- BRIEF:
Every line below should be copied exactly; drop the pictures.

- PROVIDED MATERIAL:
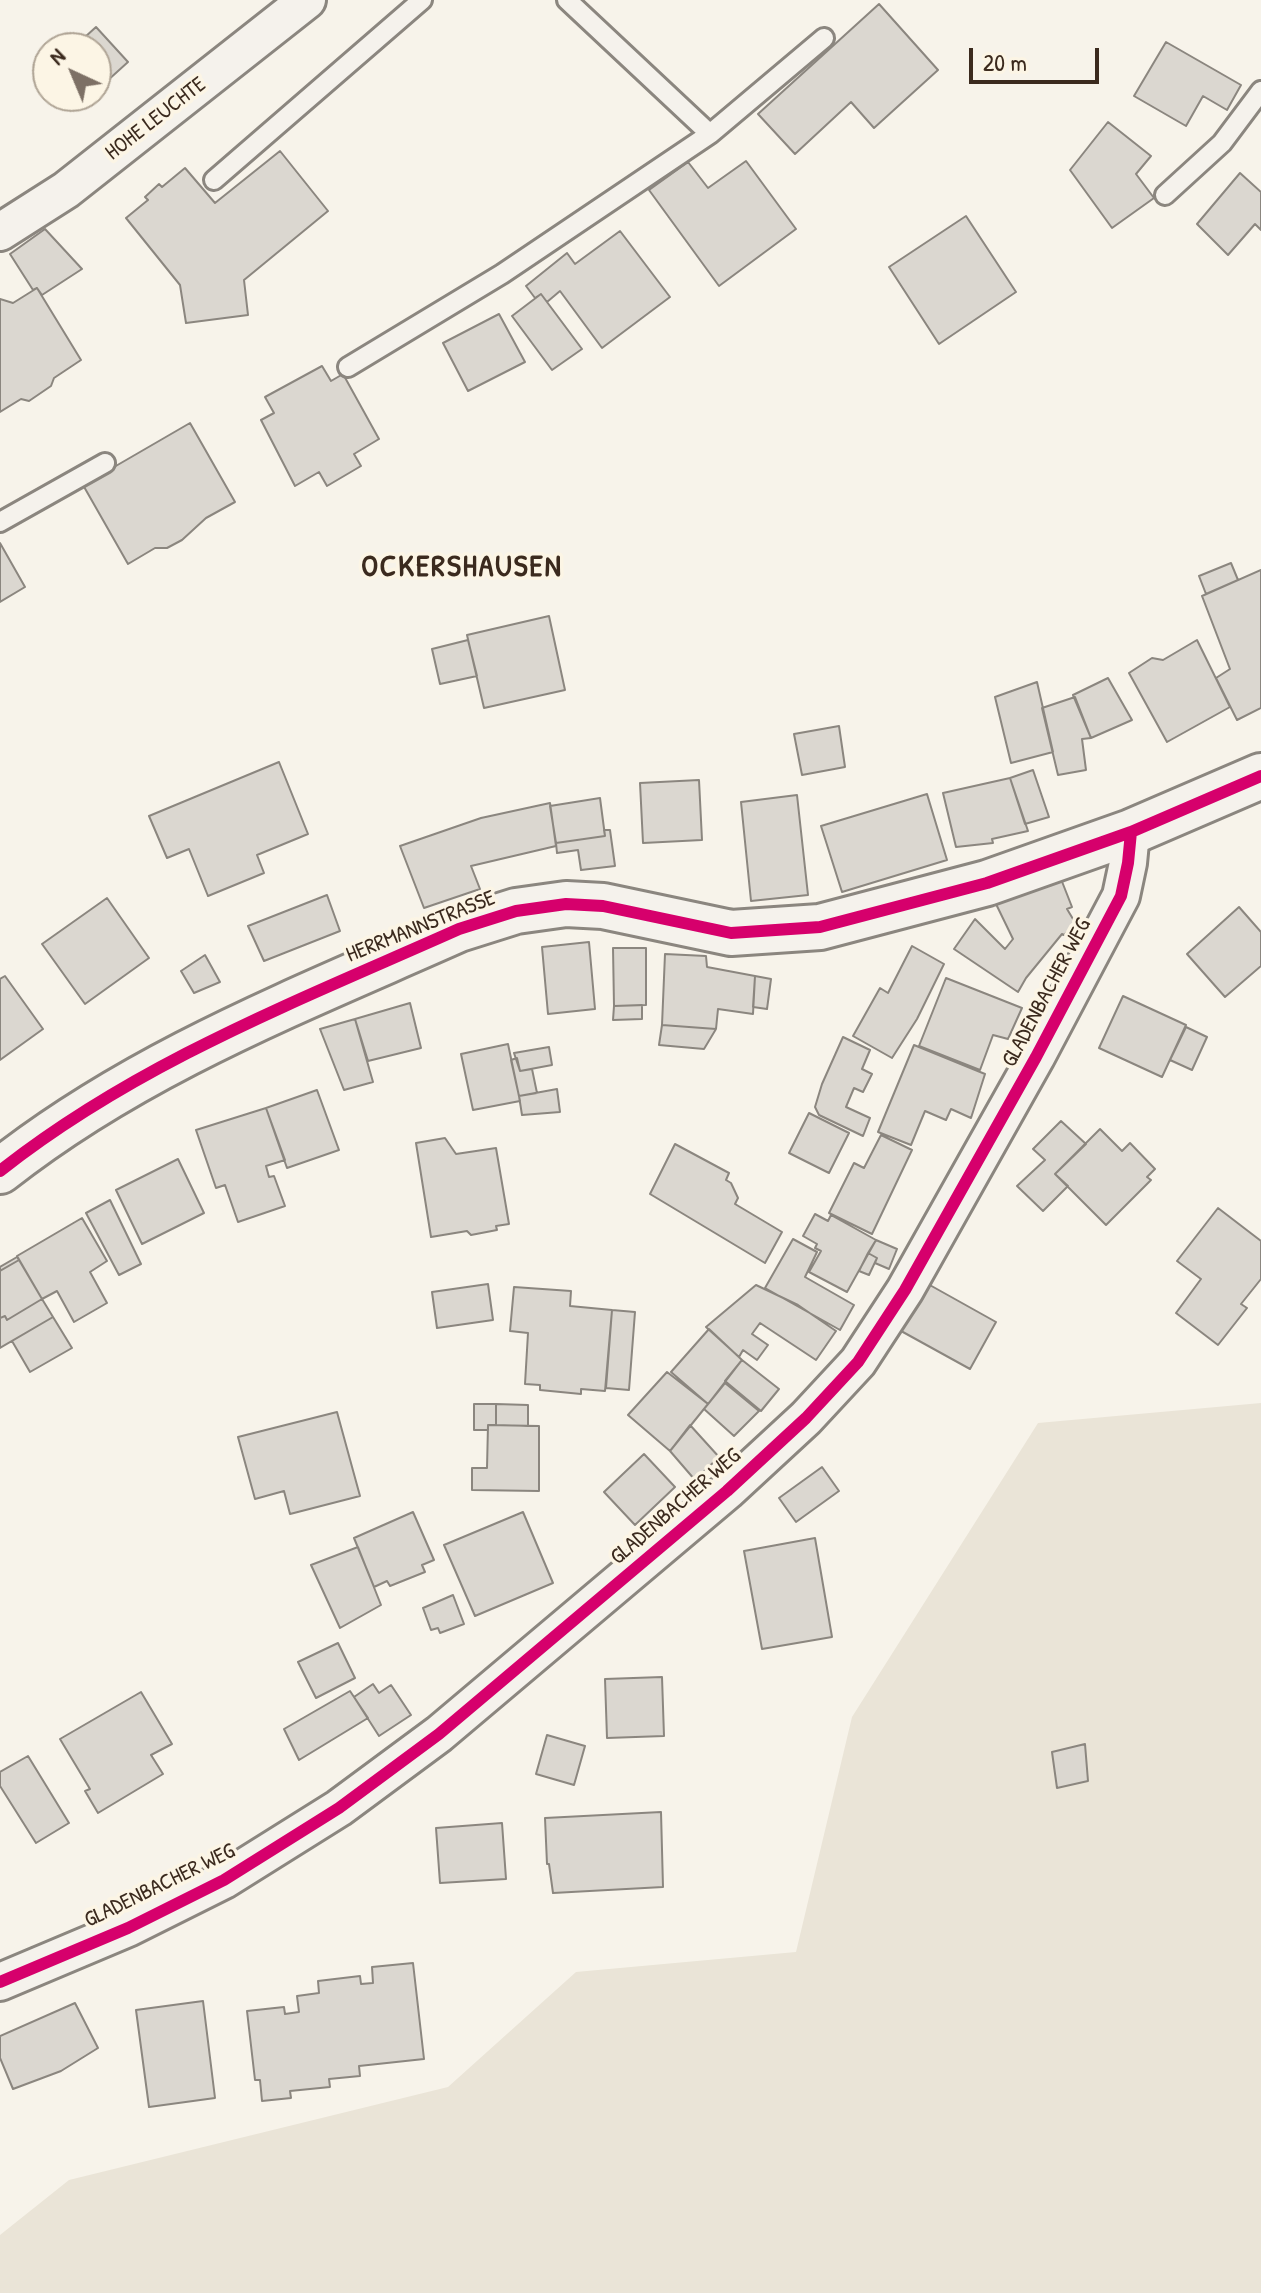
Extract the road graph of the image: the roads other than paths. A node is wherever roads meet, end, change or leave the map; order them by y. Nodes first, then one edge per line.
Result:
1 (307, 0) edge
2 (422, 0) edge
3 (567, 0) edge
4 (824, 38) dead end
5 (1261, 91) edge
6 (710, 134) junction
7 (214, 180) dead end
8 (1165, 195) dead end
9 (0, 232) edge
10 (348, 367) dead end
11 (105, 463) dead end
12 (0, 522) edge
13 (1261, 776) edge
14 (1131, 832) junction
15 (0, 1171) edge
16 (0, 1982) edge

1 - 9 street, HOHE LEUCHTE
2 - 7 lane
3 - 6 lane
4 - 6 lane
5 - 8 lane
6 - 10 lane
11 - 12 lane
13 - 14 street, HERRMANNSTRASSE
14 - 15 street, HERRMANNSTRASSE
14 - 16 street, GLADENBACHER WEG

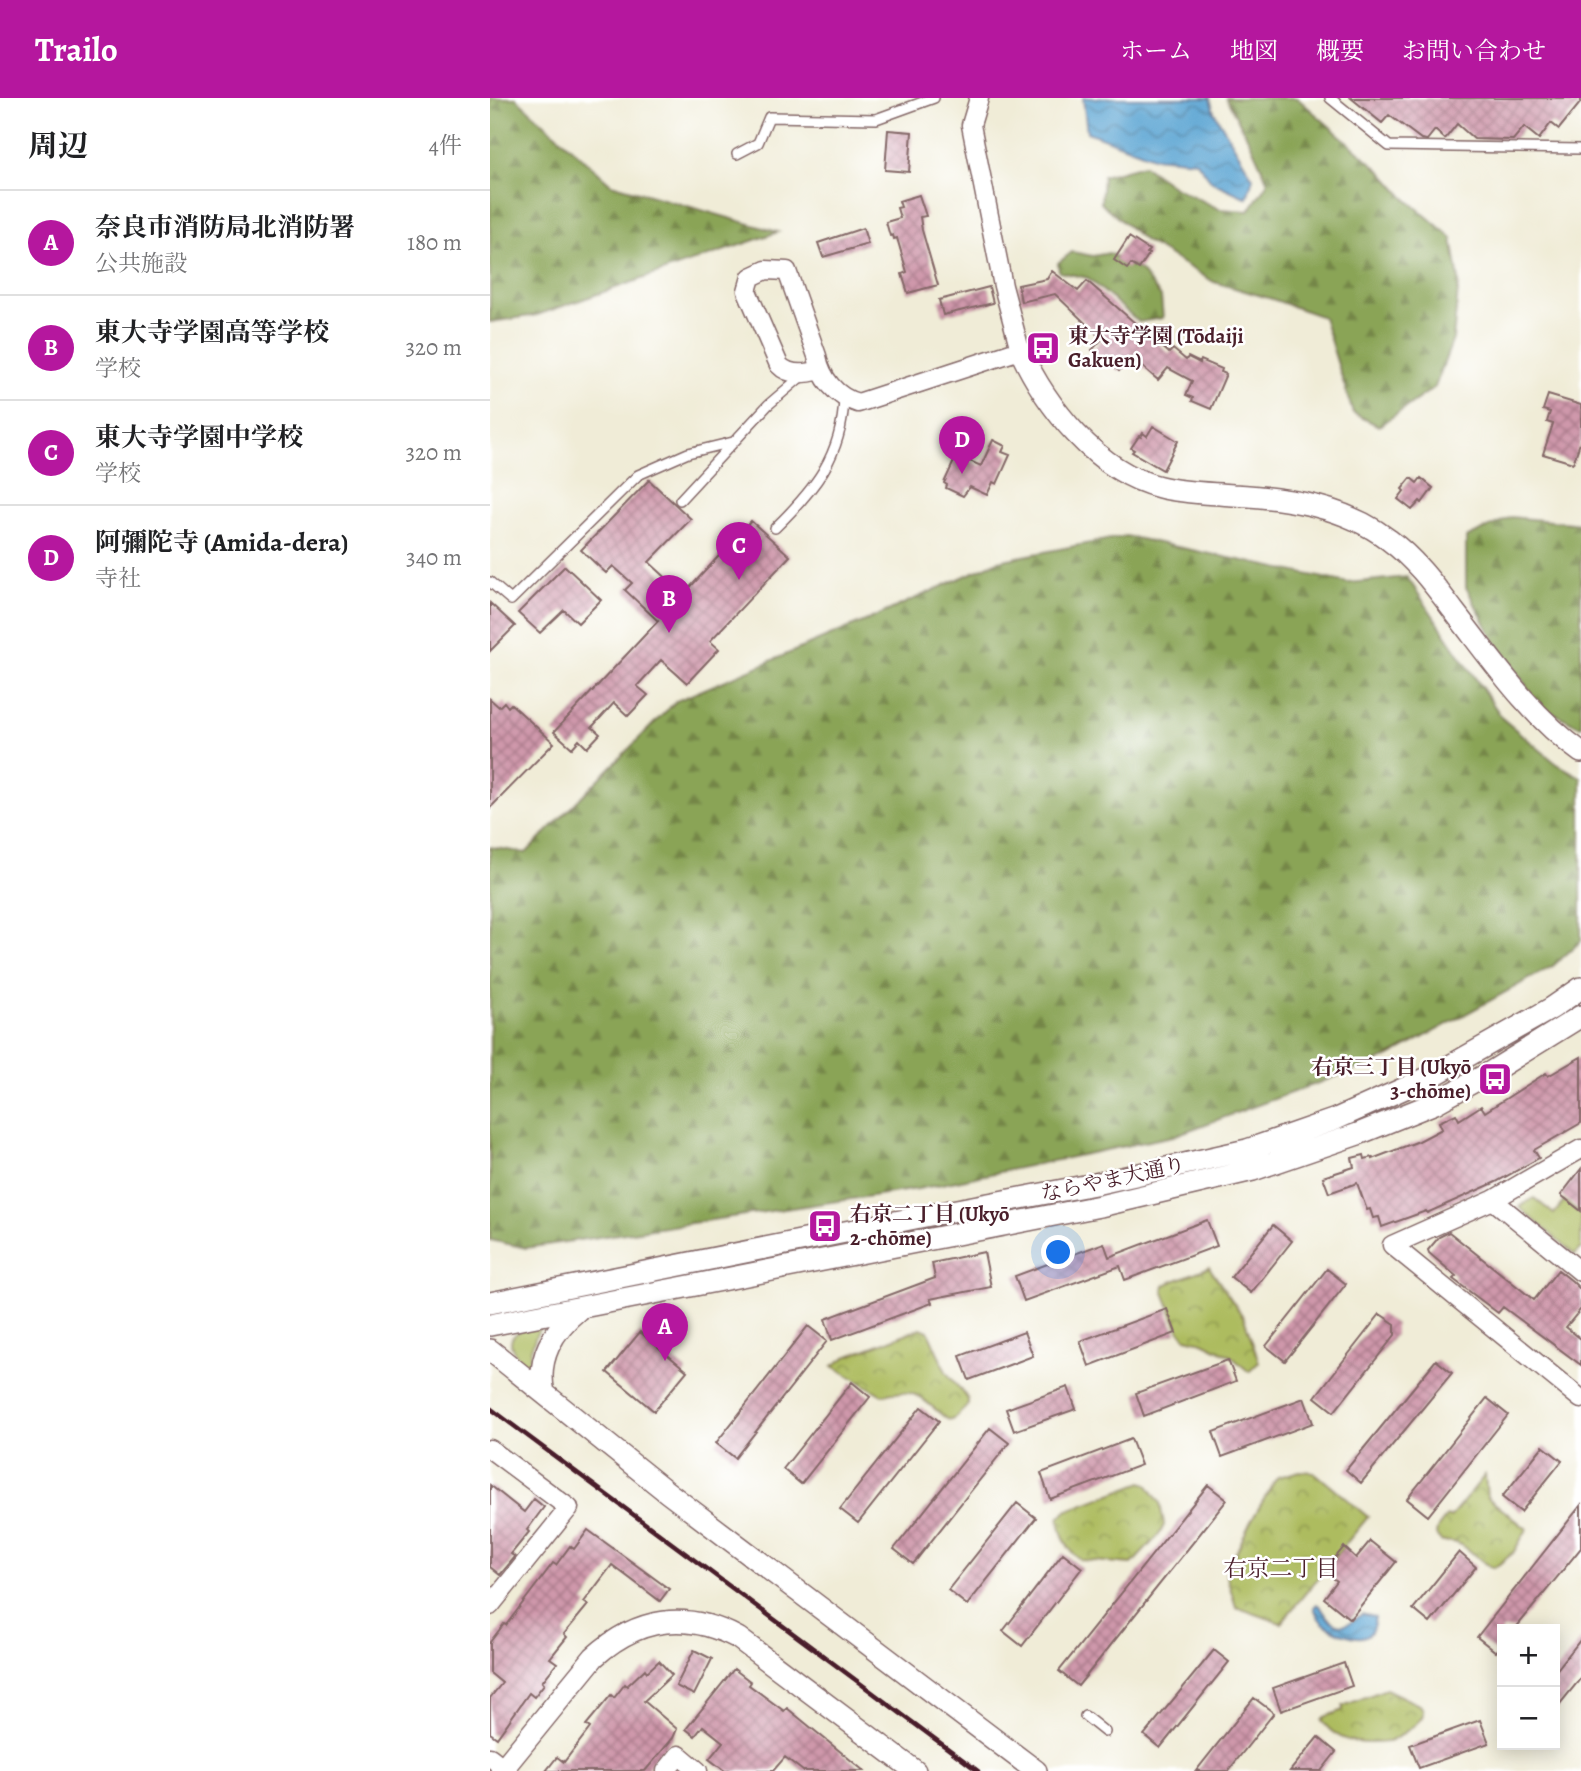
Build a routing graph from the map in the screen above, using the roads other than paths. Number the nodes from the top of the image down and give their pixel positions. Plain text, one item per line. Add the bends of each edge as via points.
1 (934, 98) edge
2 (979, 98) edge
3 (1331, 98) edge
4 (1581, 149) edge
5 (737, 154) dead end
6 (1020, 350) junction
7 (812, 372) junction
8 (844, 399) junction
9 (733, 442) junction
10 (680, 499) dead end
11 (775, 528) dead end
12 (490, 582) edge
13 (1581, 752) edge
14 (1579, 995) edge
15 (1581, 1016) edge
16 (1581, 1149) edge
17 (1493, 1200) junction
18 (1581, 1272) edge
19 (490, 1303) edge
20 (580, 1308) junction
21 (490, 1325) edge
22 (490, 1350) edge
23 (544, 1393) junction
24 (1581, 1399) edge
25 (490, 1449) edge
26 (491, 1603) edge
27 (1085, 1716) dead end
28 (1105, 1732) dead end
29 (501, 1767) edge
30 (666, 1771) edge
31 (698, 1771) edge
32 (915, 1771) edge
33 (1036, 1771) edge

1 - 5 lane via 876,119 769,117 758,144
2 - 6 street via 971,125
3 - 4 lane via 1390,146
6 - 8 street via 858,403
6 - 13 street via 1062,419 1110,462 1140,481 1180,491 1311,504 1352,518 1389,539 1424,572 1534,710
7 - 7 street via 817,356 787,271 766,270 751,277 747,291 779,365
7 - 8 street
7 - 9 lane via 768,405
8 - 11 lane via 841,433 828,464 798,506
9 - 10 lane
9 - 12 lane via 688,453 638,475 512,600
14 - 19 street, ならやま大通り via 1403,1090 1247,1150
15 - 20 street, ならやま大通り via 1435,1103 1253,1170 1100,1206
16 - 17 street
17 - 18 street
17 - 24 street via 1392,1245
20 - 21 street, ならやま大通り
20 - 23 street via 562,1322 549,1344 540,1378
22 - 23 street
23 - 33 street via 667,1492
25 - 26 street via 569,1508
27 - 28 lane
29 - 32 street via 608,1643 649,1624 677,1621 714,1627 738,1637
30 - 31 street via 679,1755

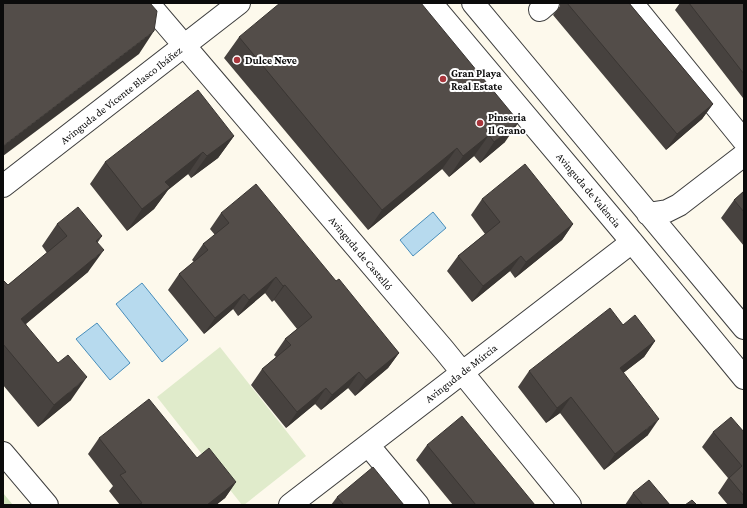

- ANSWER TO THIS EXERCISE:
Extract the road graph of the image: the roads other than paths. A node is wherever roads meet, end, change or leave the map; order them by y. Nodes first, then one edge per line.
Result:
1 (307, 0) edge
2 (422, 0) edge
3 (567, 0) edge
4 (824, 38) dead end
5 (1261, 91) edge
6 (710, 134) junction
7 (214, 180) dead end
8 (1165, 195) dead end
9 (0, 232) edge
10 (348, 367) dead end
11 (105, 463) dead end
12 (0, 522) edge
13 (1261, 776) edge
14 (1131, 832) junction
15 (0, 1171) edge
16 (0, 1982) edge

1 - 9 street, HOHE LEUCHTE
2 - 7 lane
3 - 6 lane
4 - 6 lane
5 - 8 lane
6 - 10 lane
11 - 12 lane
13 - 14 street, HERRMANNSTRASSE
14 - 15 street, HERRMANNSTRASSE
14 - 16 street, GLADENBACHER WEG

Build a routing graph from the map in the screen above, using the roads other than paths. Number the nodes from the top of the image down and give their pixel positions. Plain text, one item per line. Add the bends of each edge as via points.
1 (934, 98) edge
2 (979, 98) edge
3 (1331, 98) edge
4 (1581, 149) edge
5 (737, 154) dead end
6 (1020, 350) junction
7 (812, 372) junction
8 (844, 399) junction
9 (733, 442) junction
10 (680, 499) dead end
11 (775, 528) dead end
12 (490, 582) edge
13 (1581, 752) edge
14 (1579, 995) edge
15 (1581, 1016) edge
16 (1581, 1149) edge
17 (1493, 1200) junction
18 (1581, 1272) edge
19 (490, 1303) edge
20 (580, 1308) junction
21 (490, 1325) edge
22 (490, 1350) edge
23 (544, 1393) junction
24 (1581, 1399) edge
25 (490, 1449) edge
26 (491, 1603) edge
27 (1085, 1716) dead end
28 (1105, 1732) dead end
29 (501, 1767) edge
30 (666, 1771) edge
31 (698, 1771) edge
32 (915, 1771) edge
33 (1036, 1771) edge

1 - 5 lane via 876,119 769,117 758,144
2 - 6 street via 971,125
3 - 4 lane via 1390,146
6 - 8 street via 858,403
6 - 13 street via 1062,419 1110,462 1140,481 1180,491 1311,504 1352,518 1389,539 1424,572 1534,710
7 - 7 street via 817,356 787,271 766,270 751,277 747,291 779,365
7 - 8 street
7 - 9 lane via 768,405
8 - 11 lane via 841,433 828,464 798,506
9 - 10 lane
9 - 12 lane via 688,453 638,475 512,600
14 - 19 street, ならやま大通り via 1403,1090 1247,1150
15 - 20 street, ならやま大通り via 1435,1103 1253,1170 1100,1206
16 - 17 street
17 - 18 street
17 - 24 street via 1392,1245
20 - 21 street, ならやま大通り
20 - 23 street via 562,1322 549,1344 540,1378
22 - 23 street
23 - 33 street via 667,1492
25 - 26 street via 569,1508
27 - 28 lane
29 - 32 street via 608,1643 649,1624 677,1621 714,1627 738,1637
30 - 31 street via 679,1755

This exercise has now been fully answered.